Il ruolo della Global Minimum Tax
Nel tentativo di affrontare queste disuguaglianze, l’Italia ha aderito alla proposta dell’Ocse di introdurre una Global Minimum Tax, un’imposta minima globale del 15% che si applicherà a tutte le multinazionali con un fatturato annuo superiore a 750 milioni di euro. Questo strumento, che entrerà in vigore nel 2024, mira a impedire alle multinazionali di eludere le tasse attraverso il trasferimento degli utili in paradisi fiscali. Secondo le stime, l’introduzione della GMT porterà solo 381 milioni di euro di entrate aggiuntive nel 2025, una cifra che, seppur rilevante, è ancora insufficiente per colmare il divario tra il contributo fiscale delle multinazionali e quello delle Pmi.

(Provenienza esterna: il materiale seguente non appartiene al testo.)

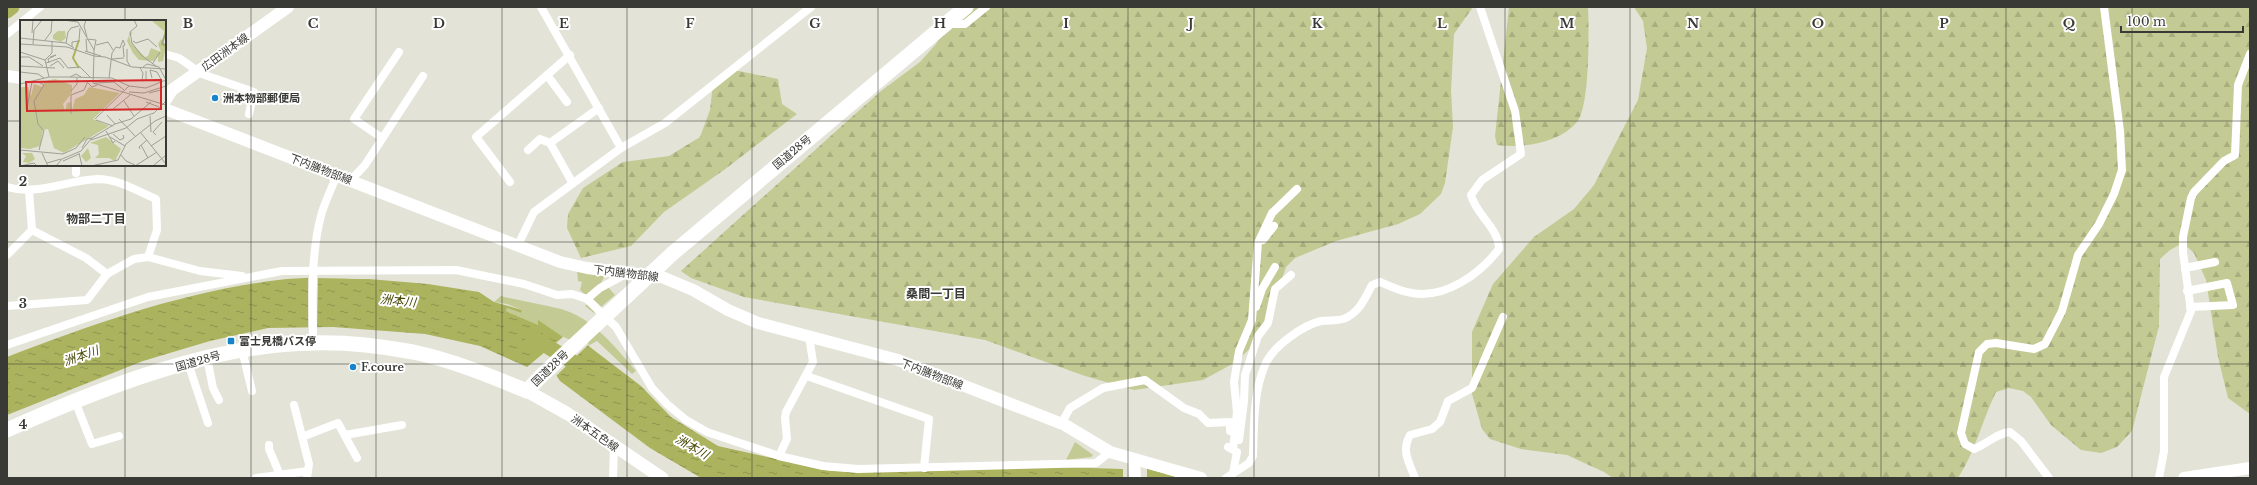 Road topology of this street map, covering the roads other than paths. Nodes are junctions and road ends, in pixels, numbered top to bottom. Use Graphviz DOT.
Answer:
graph roads {
  1 [pos="40,7"];
  2 [pos="288,7"];
  3 [pos="541,7"];
  4 [pos="811,7"];
  5 [pos="966,7"];
  6 [pos="986,7"];
  7 [pos="1480,7"];
  8 [pos="2104,7"];
  9 [pos="24,20"];
  10 [pos="946,24"];
  11 [pos="19,27"];
  12 [pos="7,34"];
  13 [pos="399,52"];
  14 [pos="166,54"];
  15 [pos="2250,54"];
  16 [pos="570,55"];
  17 [pos="199,71"];
  18 [pos="547,75"];
  19 [pos="7,76"];
  20 [pos="423,76"];
  21 [pos="20,78"];
  22 [pos="166,99"];
  23 [pos="567,102"];
  24 [pos="600,108"];
  25 [pos="166,109"];
  26 [pos="249,114"];
  27 [pos="382,138"];
  28 [pos="550,143"];
  29 [pos="620,148"];
  30 [pos="528,150"];
  31 [pos="337,175"];
  32 [pos="351,180"];
  33 [pos="510,182"];
  34 [pos="572,182"];
  35 [pos="7,187"];
  36 [pos="1298,189"];
  37 [pos="29,191"];
  38 [pos="1274,226"];
  39 [pos="32,230"];
  40 [pos="518,245"];
  41 [pos="1258,247"];
  42 [pos="7,255"];
  43 [pos="148,257"];
  44 [pos="2215,262"];
  45 [pos="1275,267"];
  46 [pos="2185,268"];
  47 [pos="313,273"];
  48 [pos="628,273"];
  49 [pos="107,274"];
  50 [pos="1291,275"];
  51 [pos="251,277"];
  52 [pos="2187,291"];
  53 [pos="587,299"];
  54 [pos="7,306"];
  55 [pos="2190,307"];
  56 [pos="1503,317"];
  57 [pos="1252,320"];
  58 [pos="809,336"];
  59 [pos="313,343"];
  60 [pos="7,345"];
  61 [pos="242,350"];
  62 [pos="207,358"];
  63 [pos="188,363"];
  64 [pos="807,376"];
  65 [pos="252,391"];
  66 [pos="527,391"];
  67 [pos="219,400"];
  68 [pos="75,402"];
  69 [pos="294,405"];
  70 [pos="208,423"];
  71 [pos="1061,424"];
  72 [pos="402,425"];
  73 [pos="7,430"];
  74 [pos="345,435"];
  75 [pos="119,436"];
  76 [pos="302,437"];
  77 [pos="269,445"];
  78 [pos="614,446"];
  79 [pos="1235,451"];
  80 [pos="1110,452"];
  81 [pos="779,456"];
  82 [pos="357,458"];
  83 [pos="1134,462"];
  84 [pos="924,468"];
  85 [pos="2250,468"];
  86 [pos="1233,473"];
  87 [pos="308,474"];
  88 [pos="280,475"];
  89 [pos="256,478"];
  90 [pos="613,478"];
  91 [pos="662,478"];
  92 [pos="1135,478"];
  93 [pos="1201,478"];
  94 [pos="1226,478"];
  95 [pos="1415,478"];
  96 [pos="2049,478"];
  97 [pos="2158,478"];
  98 [pos="2184,478"];
  1 -- 9 [label="street"];
  2 -- 17 [label="main road, 広田洲本線"];
  3 -- 16 [label="street"];
  4 -- 29 [label="street"];
  5 -- 10 [label="highway, 国道28号"];
  6 -- 10 [label="street"];
  7 -- 86 [label="street"];
  8 -- 96 [label="street"];
  10 -- 66 [label="highway, 国道28号"];
  11 -- 12 [label="street"];
  13 -- 27 [label="street"];
  14 -- 17 [label="street"];
  15 -- 46 [label="street"];
  16 -- 18 [label="street"];
  16 -- 24 [label="street"];
  17 -- 22 [label="main road, 広田洲本線"];
  17 -- 26 [label="street"];
  18 -- 23 [label="street"];
  18 -- 33 [label="street"];
  19 -- 21 [label="main road"];
  20 -- 27 [label="street"];
  24 -- 28 [label="street"];
  24 -- 29 [label="street"];
  25 -- 31 [label="main road, 下内膳物部線"];
  27 -- 32 [label="street"];
  28 -- 30 [label="street"];
  28 -- 34 [label="street"];
  29 -- 34 [label="street"];
  31 -- 32 [label="main road, 下内膳物部線"];
  31 -- 47 [label="street"];
  32 -- 40 [label="main road, 下内膳物部線"];
  34 -- 40 [label="street"];
  35 -- 37 [label="street"];
  36 -- 41 [label="street"];
  37 -- 39 [label="street"];
  37 -- 43 [label="street"];
  38 -- 41 [label="street"];
  39 -- 42 [label="street"];
  39 -- 49 [label="street"];
  40 -- 48 [label="main road, 下内膳物部線"];
  41 -- 57 [label="street"];
  43 -- 49 [label="street"];
  43 -- 51 [label="street"];
  44 -- 46 [label="street"];
  45 -- 57 [label="street"];
  46 -- 52 [label="street"];
  47 -- 51 [label="street"];
  47 -- 53 [label="street"];
  47 -- 59 [label="street"];
  48 -- 53 [label="street"];
  48 -- 58 [label="main road, 下内膳物部線"];
  49 -- 54 [label="street"];
  50 -- 79 [label="street"];
  51 -- 60 [label="street"];
  52 -- 55 [label="street"];
  52 -- 55 [label="street"];
  53 -- 81 [label="street"];
  55 -- 97 [label="street"];
  56 -- 95 [label="street"];
  57 -- 79 [label="street"];
  58 -- 64 [label="street"];
  58 -- 71 [label="main road, 下内膳物部線"];
  59 -- 61 [label="highway, 国道28号"];
  59 -- 66 [label="highway, 国道28号"];
  61 -- 62 [label="highway, 国道28号"];
  61 -- 65 [label="street"];
  62 -- 63 [label="highway, 国道28号"];
  62 -- 67 [label="street"];
  63 -- 68 [label="highway, 国道28号"];
  63 -- 70 [label="street"];
  64 -- 81 [label="street"];
  64 -- 84 [label="street"];
  66 -- 78 [label="main road, 洲本五色線"];
  68 -- 73 [label="highway, 国道28号"];
  68 -- 75 [label="street"];
  69 -- 76 [label="street"];
  71 -- 79 [label="street"];
  71 -- 80 [label="main road, 下内膳物部線"];
  72 -- 74 [label="street"];
  74 -- 76 [label="street"];
  74 -- 82 [label="street"];
  76 -- 87 [label="street"];
  77 -- 88 [label="street"];
  78 -- 90 [label="street"];
  78 -- 91 [label="main road, 洲本五色線"];
  79 -- 86 [label="street"];
  80 -- 83 [label="main road, 下内膳物部線"];
  80 -- 84 [label="street"];
  81 -- 84 [label="street"];
  83 -- 92 [label="main road"];
  83 -- 93 [label="main road, 下内膳物部線"];
  85 -- 98 [label="main road"];
  86 -- 94 [label="street"];
  87 -- 88 [label="street"];
  88 -- 89 [label="street"];
}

Le Pmi si trovano in una posizione di svantaggio rispetto alle multinazionali per diverse ragioni. Innanzitutto, non hanno la stessa capacità delle grandi imprese di ottimizzare la propria struttura fiscale, trasferendo utili o sfruttando le differenze tra le legislazioni fiscali dei vari Paesi. Le Pmi sono spesso soggette a una maggiore burocrazia e a costi amministrativi più elevati, che aggravano il loro onere fiscale. Le Pmi italiane hanno accesso limitato al credito rispetto alle grandi aziende, rendendo più difficile per loro finanziare investimenti o espandere le proprie attività.
Le multinazionali, d’altra parte, hanno accesso ai mercati finanziari internazionali e possono raccogliere capitali a costi molto più bassi. Inoltre, grazie alla loro struttura globale, possono usufruire di regimi fiscali più favorevoli in paesi come Lussemburgo, Irlanda o Paesi Bassi, riducendo l’aliquota effettiva che pagano sui loro profitti.
La disparità nel trattamento fiscale tra Pmi e multinazionali ha alimentato il dibattito sulla necessità di una riforma fiscale più equa. Molti esperti e associazioni di categoria, tra cui la CGIA di Mestre, chiedono da anni una riduzione della pressione fiscale sulle Pmi.
Si auspica un miglioramento dell’accesso al credito per le Pmi, che spesso faticano a ottenere finanziamenti bancari. La situazione è resa ancora più difficile dalla pratica dello split payment, che obbliga le Pmi che lavorano con la pubblica amministrazione a non incassare l’Iva, creando ulteriori problemi di liquidità.